We would like to emphasize the importance of account security and ask our traders to take these procedures very seriously. As exchange security has significantly increased in the past few years, more hacking attacks are aimed at security breaches at the account level. By implementing these few simple measures, you already have done most of the job to keep your assets safe!
Enabling Two-Factor Authentication (2FA) is a crucial step in securing your account against unauthorized access. By requiring both your password and a second verification method, such as a code from an authentication app, 2FA significantly reduces the risk of account compromise. We strongly recommend activating 2FA to enhance your account’s protection.
It is crucial to use a unique password. If the same password is used for multiple platforms, only one of them must be hacked to easily gain access to other ones as well. The same applies to email addresses. Moreover, it is advised to use an email address that contains the least amount of personal information, so hackers have more difficulties guessing possible variations for other platforms.
IP white-listing allows traders to configure the API keys settings so that they are available only for dedicated IP addresses. This provides an additional layer of safety, as the access is limited to a trusted selection of IP addresses.
Users can declare IP whitelisting when Creating new API key on Deribit or head into the API section and select “Change IP whitelist” for a given key. To add or link a new IP, please go to the API page in your account.
Traders can set an activation time for newly added withdrawal addresses. This time period serves as a security buffer in case the account is compromised. The period can be set from a minimum of 0 to a maximum of 60 days. Transfers to the new address will become available only after this period of time has passed. If you decide to reduce the time period, the new settings will come into effect only after the previous amount of time has passed.
Important
Setting the new address activation delay to '0 Days' does not mean withdrawals will be instant.
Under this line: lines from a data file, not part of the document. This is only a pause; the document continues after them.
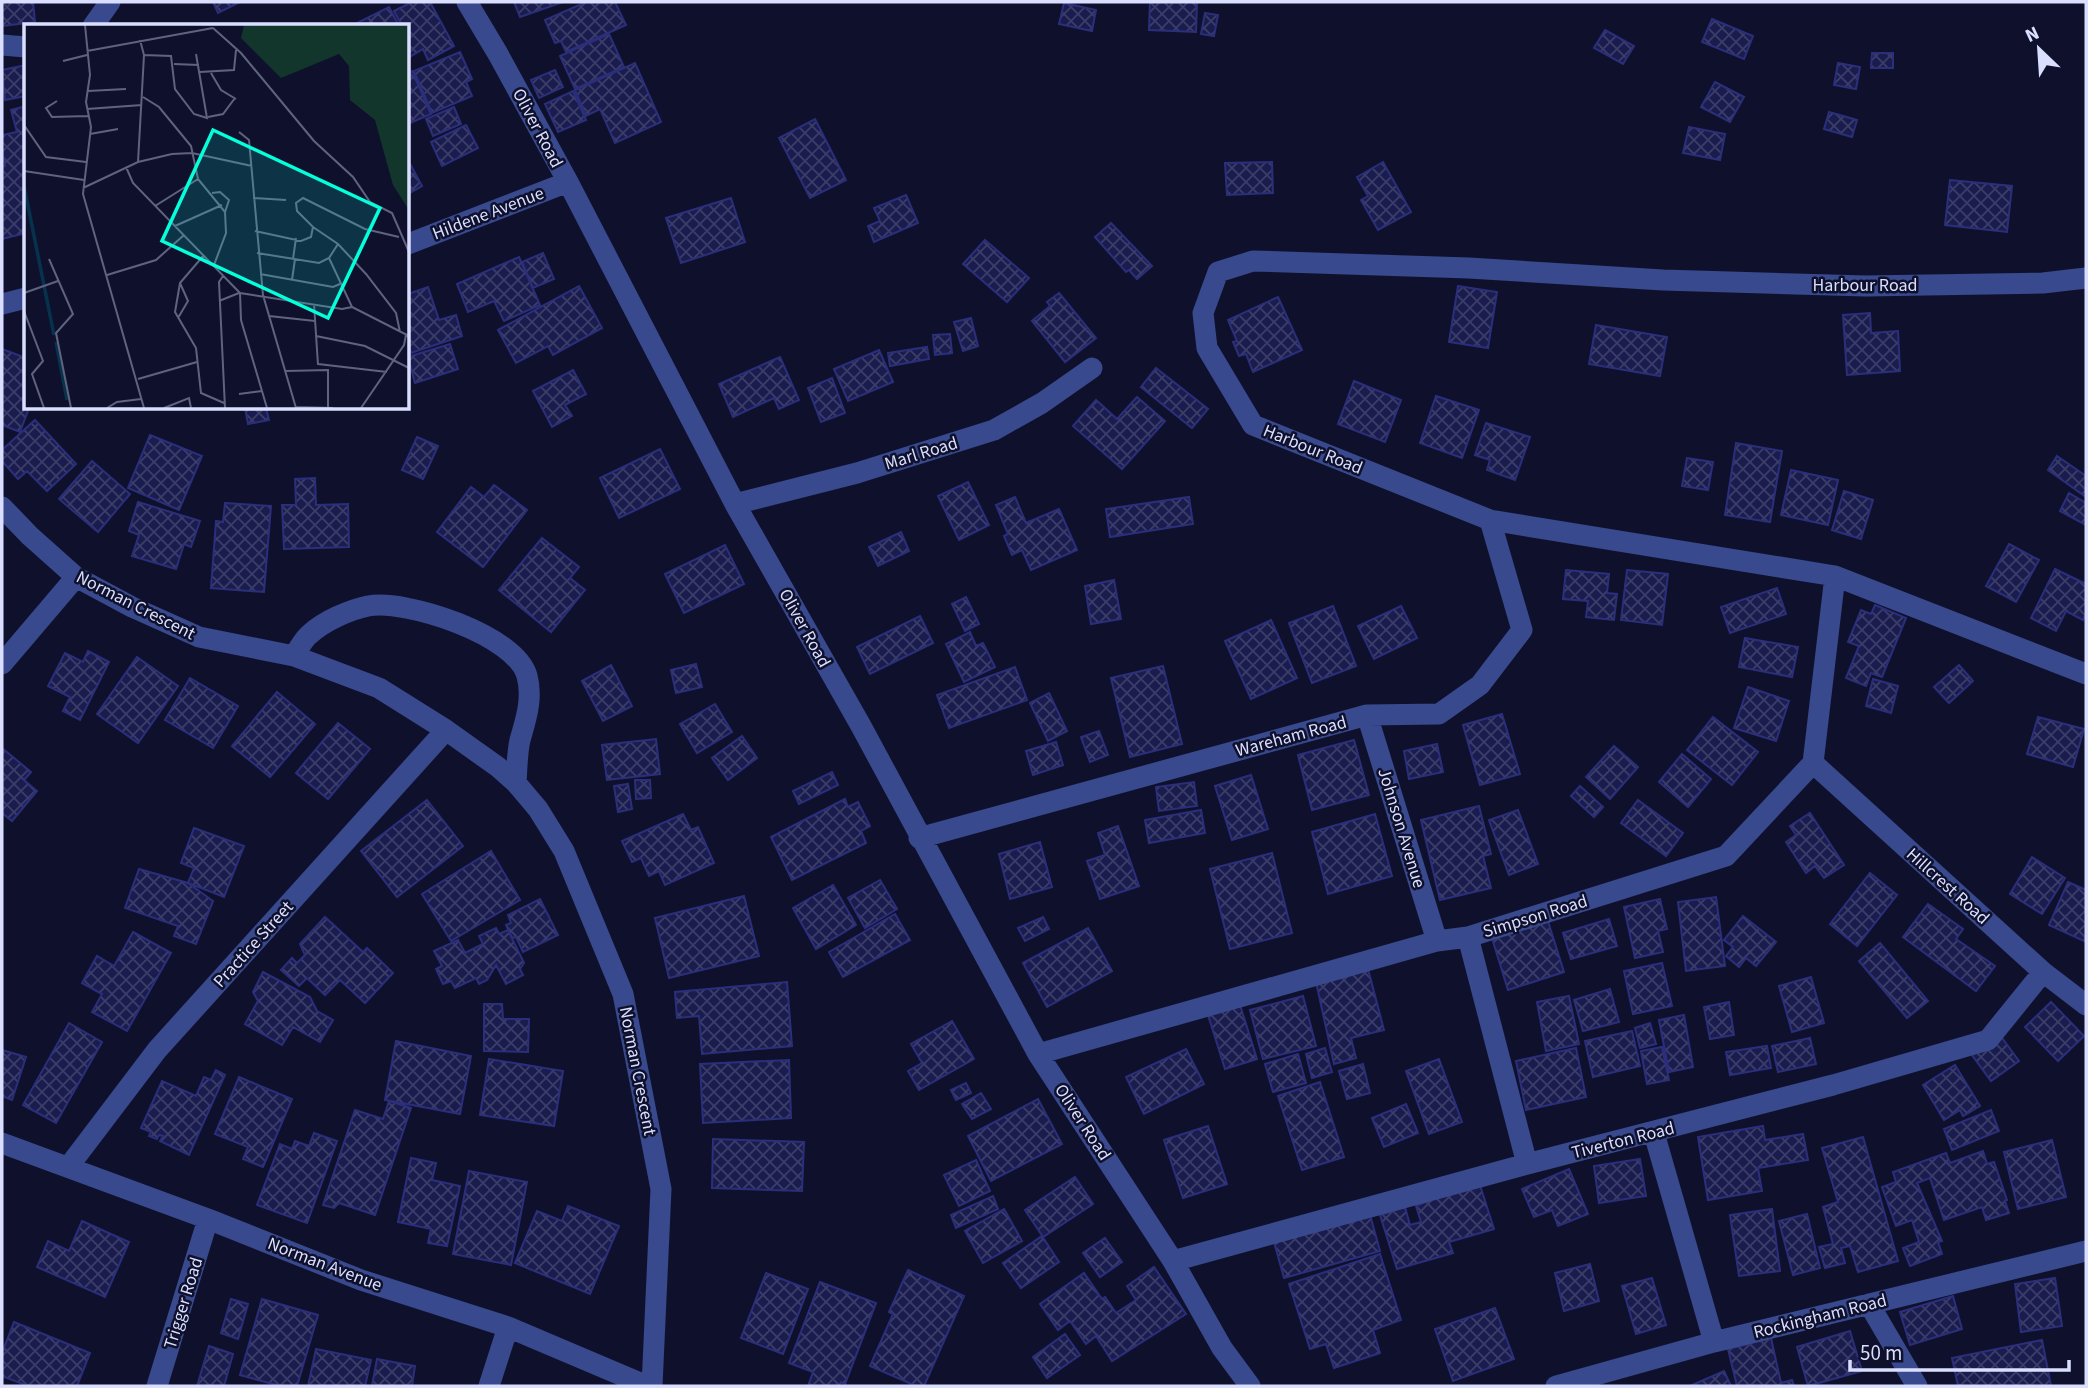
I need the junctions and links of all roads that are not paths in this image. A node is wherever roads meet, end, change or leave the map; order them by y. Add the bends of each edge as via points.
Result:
1 (110, 2) edge
2 (467, 2) edge
3 (94, 24) edge
4 (2, 45) edge
5 (24, 47) edge
6 (568, 182) junction
7 (410, 243) edge
8 (2086, 278) edge
9 (24, 298) edge
10 (2, 304) edge
11 (1092, 368) dead end
12 (735, 504) junction
13 (2, 507) edge
14 (1490, 520) junction
15 (1835, 576) junction
16 (76, 577) junction
17 (294, 656) junction
18 (2, 664) edge
19 (2086, 674) edge
20 (1367, 715) junction
21 (446, 730) junction
22 (1813, 763) junction
23 (516, 783) junction
24 (919, 838) junction
25 (1468, 937) junction
26 (1437, 941) junction
27 (2043, 972) junction
28 (2086, 1005) edge
29 (1038, 1054) junction
30 (1654, 1133) junction
31 (2, 1143) edge
32 (1527, 1164) junction
33 (69, 1166) junction
34 (208, 1219) junction
35 (2086, 1251) edge
36 (1173, 1261) junction
37 (1869, 1304) junction
38 (509, 1327) junction
39 (1714, 1342) junction
40 (157, 1386) edge
41 (489, 1386) edge
42 (650, 1386) edge
43 (1250, 1386) edge
44 (1556, 1386) edge
45 (1917, 1386) edge

1 - 3 street
2 - 6 street, Oliver Road
4 - 5 street
6 - 7 street, Hildene Avenue
6 - 12 street, Oliver Road
8 - 14 street, Harbour Road via 1866,286 1253,261 1218,272 1203,313 1207,348 1253,425
9 - 10 street
11 - 12 street, Marl Road via 994,430 857,473
12 - 24 street, Oliver Road
13 - 16 street, Norman Crescent
14 - 15 street, Harbour Road
14 - 20 street, Wareham Road via 1522,630 1480,685 1438,714
15 - 19 street, Harbour Road
15 - 22 street
16 - 17 street, Norman Crescent via 199,637
16 - 18 street
17 - 21 street, Norman Crescent via 379,688
17 - 23 street via 309,634 336,617 368,606 403,606 498,641 515,655 527,674 530,696
20 - 24 street, Wareham Road
20 - 26 street, Johnson Avenue
21 - 23 street, Norman Crescent
21 - 33 street, Practice Street via 157,1050
22 - 25 street, Simpson Road via 1726,856
22 - 27 street, Hillcrest Road
23 - 42 street, Norman Crescent via 564,851 623,994 661,1189
24 - 29 street, Oliver Road
25 - 26 street, Simpson Road
25 - 32 street
26 - 29 street, Simpson Road
27 - 28 street, Hillcrest Road
27 - 30 street, Tiverton Road via 1988,1040
29 - 36 street, Oliver Road
30 - 32 street, Tiverton Road
30 - 39 street
31 - 33 street, Norman Avenue
32 - 36 street, Tiverton Road
33 - 34 street, Norman Avenue
34 - 38 street, Norman Avenue via 362,1280
34 - 40 street, Trigger Road
35 - 37 street, Rockingham Road
36 - 43 street, Oliver Road via 1222,1348
37 - 39 street, Rockingham Road
37 - 45 street
38 - 41 street
38 - 42 street, Norman Avenue
39 - 44 street, Rockingham Road

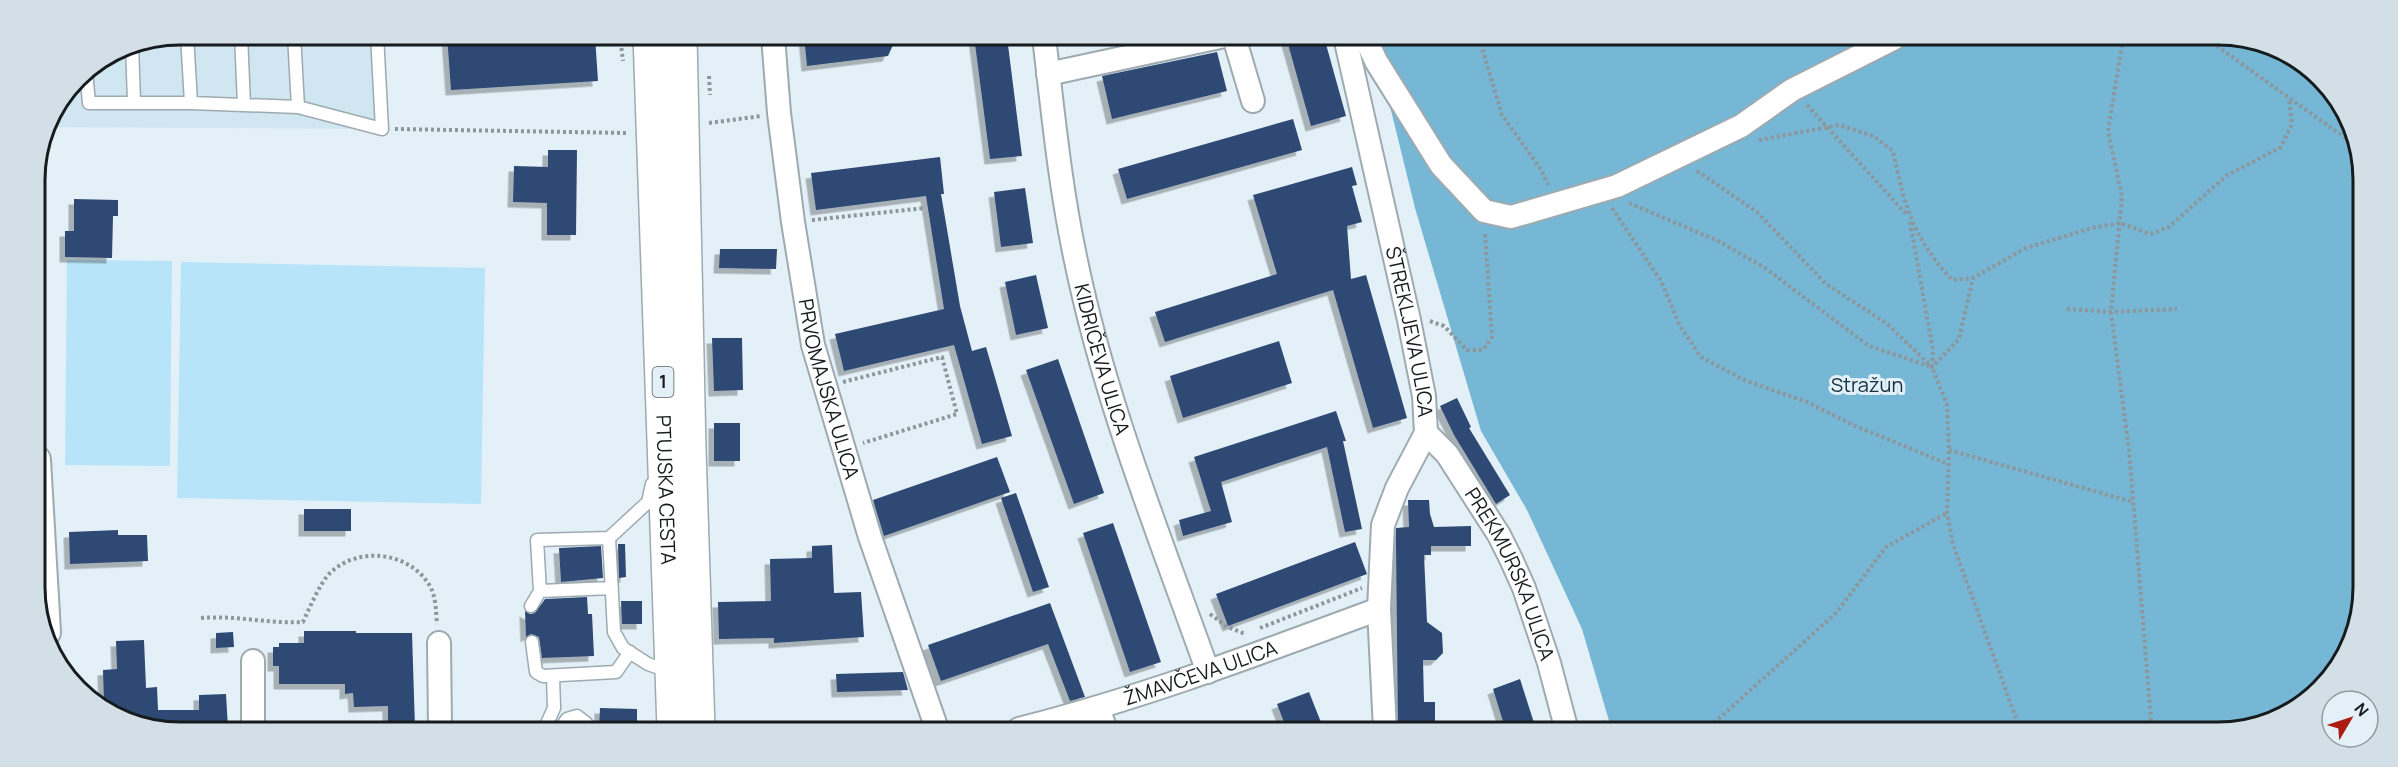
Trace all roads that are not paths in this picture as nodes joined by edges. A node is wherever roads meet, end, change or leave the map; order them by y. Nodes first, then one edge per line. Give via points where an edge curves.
1 (188, 45) edge
2 (241, 45) edge
3 (295, 45) edge
4 (377, 45) edge
5 (650, 45) edge
6 (680, 45) edge
7 (774, 45) edge
8 (1045, 45) edge
9 (1183, 45) edge
10 (1236, 45) edge
11 (1347, 45) edge
12 (1369, 45) edge
13 (1881, 45) edge
14 (132, 54) edge
15 (1048, 74) junction
16 (87, 83) edge
17 (1253, 101) dead end
18 (134, 102) junction
19 (191, 103) junction
20 (244, 105) junction
21 (298, 107) junction
22 (664, 419) junction
23 (1426, 433) junction
24 (651, 454) dead end
25 (652, 475) dead end
26 (609, 538) junction
27 (612, 588) junction
28 (540, 591) junction
29 (531, 606) dead end
30 (1379, 609) junction
31 (532, 642) dead end
32 (439, 643) road end
33 (630, 652) junction
34 (253, 661) dead end
35 (672, 672) junction
36 (1208, 672) junction
37 (553, 676) junction
38 (1098, 708) junction
39 (253, 722) edge
40 (440, 722) edge
41 (548, 722) edge
42 (565, 722) edge
43 (585, 722) edge
44 (674, 722) edge
45 (698, 722) edge
46 (935, 722) edge
47 (1045, 722) edge
48 (1103, 722) edge
49 (1385, 722) edge
50 (1565, 722) edge

1 - 19 lane
2 - 20 lane
3 - 21 lane
4 - 21 lane via 382,129
5 - 22 main road, PTUJSKA CESTA / 1
6 - 45 main road, PTUJSKA CESTA / 1
7 - 46 street, PRVOMAJSKA ULICA via 793,222 813,345 870,537
8 - 15 street, KIDRIČEVA ULICA
9 - 15 street
10 - 17 street
11 - 23 street, ŠTREKLJEVA ULICA via 1421,377
12 - 13 street via 1441,165 1484,211 1511,217 1601,192 1741,126 1792,90
14 - 18 lane
15 - 36 street, KIDRIČEVA ULICA via 1076,262 1108,388
16 - 18 lane via 89,103
18 - 19 lane
19 - 20 lane
20 - 21 lane
22 - 24 lane
22 - 35 main road, PTUJSKA CESTA / 1
23 - 30 street, ŠTREKLJEVA ULICA via 1396,488 1383,525
23 - 50 street, PREKMURSKA ULICA via 1448,454 1507,551 1524,588
25 - 26 lane via 648,502
26 - 27 lane
26 - 28 lane via 537,540
27 - 28 lane
27 - 33 lane via 614,632
28 - 29 lane
30 - 36 street, ŽMAVČEVA ULICA
30 - 49 street, ŠTREKLJEVA ULICA
31 - 37 lane via 536,672
32 - 40 street
33 - 35 lane via 648,664
33 - 37 lane via 616,672
34 - 39 street
35 - 44 main road, PTUJSKA CESTA / 1
36 - 38 street, ŽMAVČEVA ULICA
37 - 41 lane via 554,708
38 - 47 street, ŽMAVČEVA ULICA
38 - 48 street
42 - 43 lane via 577,716

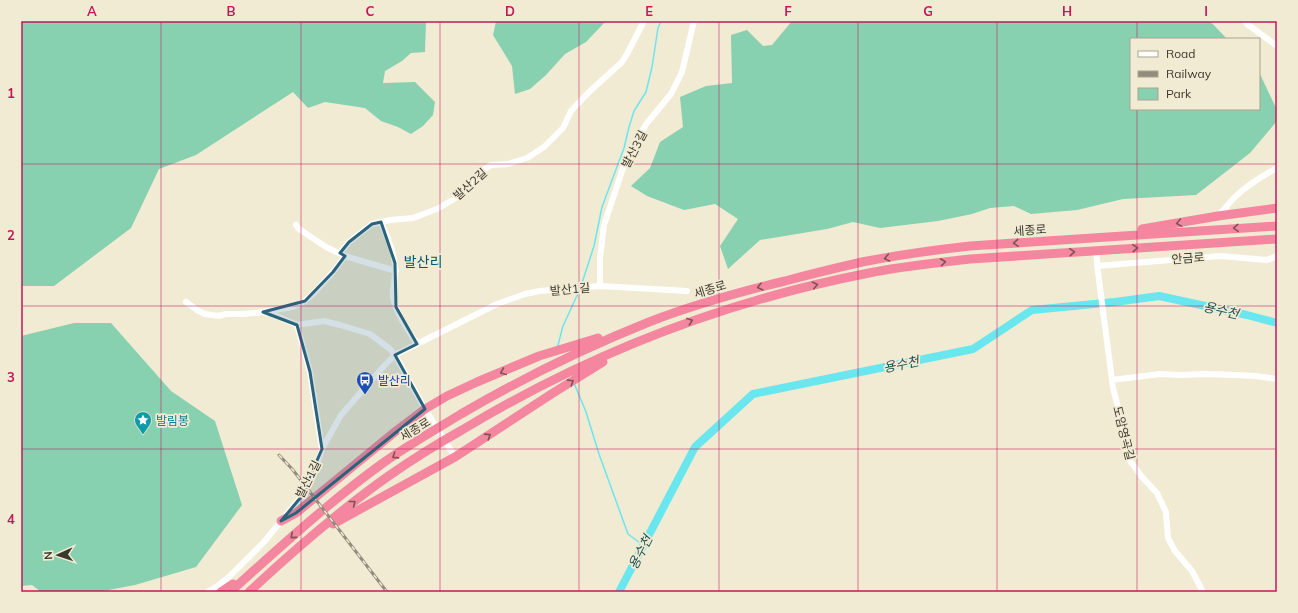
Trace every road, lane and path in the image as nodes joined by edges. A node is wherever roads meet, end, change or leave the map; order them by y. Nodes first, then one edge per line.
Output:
1 (644, 21) edge
2 (694, 21) edge
3 (1245, 21) edge
4 (1277, 46) edge
5 (1277, 168) edge
6 (1277, 208) edge
7 (1218, 216) junction
8 (381, 222) junction
9 (296, 225) dead end
10 (1276, 226) edge
11 (1083, 238) junction
12 (1277, 239) edge
13 (1096, 250) junction
14 (342, 254) junction
15 (1277, 256) edge
16 (1097, 266) junction
17 (396, 271) junction
18 (600, 286) junction
19 (688, 291) dead end
20 (186, 302) dead end
21 (263, 312) junction
22 (297, 325) junction
23 (417, 344) junction
24 (576, 349) junction
25 (395, 355) junction
26 (586, 368) junction
27 (1277, 379) edge
28 (1112, 380) junction
29 (425, 409) junction
30 (322, 449) junction
31 (455, 457) junction
32 (281, 521) junction
33 (313, 536) junction
34 (259, 566) junction
35 (207, 592) edge
36 (221, 592) edge
37 (230, 592) edge
38 (249, 592) edge
39 (1202, 592) edge

1 - 8 street, 발산2길
2 - 18 street, 발산3길
3 - 4 street
5 - 7 street
6 - 7 highway
7 -> 11 highway
8 - 14 street, 발산2길
8 - 17 street
9 - 14 street
10 -> 11 highway, 세종로
11 -> 24 highway, 세종로
13 -> 12 highway, 세종로
13 - 16 street, 도암영곡길
26 -> 13 highway, 세종로
14 - 17 street
14 - 21 street, 발산2길
15 - 16 street, 안금로
16 - 28 street, 도암영곡길
17 - 23 street
18 - 19 street, 발산1길
18 - 23 street, 발산1길
20 - 21 street, 발산2길
21 - 22 street, 발산2길
22 - 25 street
22 - 30 street
23 - 25 street, 발산1길
24 -> 29 highway
24 -> 34 highway, 세종로
25 - 29 street
25 - 30 street, 발산1길
31 -> 26 highway
33 -> 26 highway, 세종로
27 - 28 street
28 - 39 street, 도암영곡길
29 - 31 street
29 - 32 highway
30 - 32 street, 발산1길
31 - 33 highway
32 - 35 street, 발산1길
33 - 38 highway, 세종로
34 - 36 highway
34 - 37 highway, 세종로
Using a delay of zero is less secure, and so withdrawals may be subject to extra manual checks before they are sent.
We recommend setting a delay of 3 days or more, and adding at least one safe address ahead of time to avoid any unwanted delays. Users are free to add more than one address.
You can set Secondary email confirmation for withdrawals. Once set, all new withdrawal requests to any address will require this secondary email approval. The secondary email for approval cannot be the same as the main account's email or its aliases.
Please consider using Asymmetric API keys. Asymmetric API keys use a pair of cryptographically linked keys: a private key for signature generation and a public key for signature verification. The private-public key pair is generated by the user, while Deribit only requires the public key for signature verification, ensuring the private key remains local and secure. Deribit supports Ed25519 or RSA key pairs.
This approach enhances security by ensuring only the private key holder can create signatures, while external systems can verify them. Additionally, a password can be added to the private key for further protection.
These security measures can be easily configured by toggling them on/off in the account settings.
-
IP Pinning – if the client’s IP address changes during an already established session, it is automatically terminated.
Caution
This setting only applies on new session. After enabling this setting it is recommended to re-authenticate the session (log out + log in).
-
Safe Session Duration – The time a session remains active in case of no activity. Safe session duration is 1 hour, otherwise 1 week.
Please be aware of any suspicious activity in which you are asked to provide any sensitive account information, change account settings, or transfer assets as payment for support. Deribit team will never reach out to you in such a way, therefore be careful and attentive to protect yourself from being tricked.
If you receive a message from Deribit support or community managers, please check if the particular account is listed in a pinned message of the support chat, or the particular email address has been listed on our support page. If you have received Deribit emails or messages from any other address or account, please delete them immediately and do not click on any links in these messages, as they cannot be trusted.
Tip
See our LinkedIn publication to learn more on social engineering tactics used by hackers and scammers.
Only provide information to genuine Deribit Telegram Community Managers and when in doubt, contact support@deribit.com immediately.
-
Verify that your connection is secure (https) while visiting Deribit
-
Use a strong password and change it regularly
-
Consider using a password manager
-
Verify if your email address has been leaked in data breaches of other services. If it has, change it.
-
Set new withdrawal address timer to 14 days or more causing new addresses only to become effective >14 days. You can also add safe addresses, that can be used quickly in future.
-
Set API keys wallet scope to read only preventing the API key to be able to initiate withdrawals
-
Don't add deribit to an email specifically for your deribit account as in deribitaccount1@gmail.com
-
Never add 2FA app on your computer, make sure to use another device
-
Avoid SMS 2FA authentication when possible (Remove your phone number from your google account to prevent sim swapping)
-
Reach out to Deribit Support if you receive a login email confirmation that has not been initiated by you.
Lock your account by using the emergency lock link provided in any authentication email.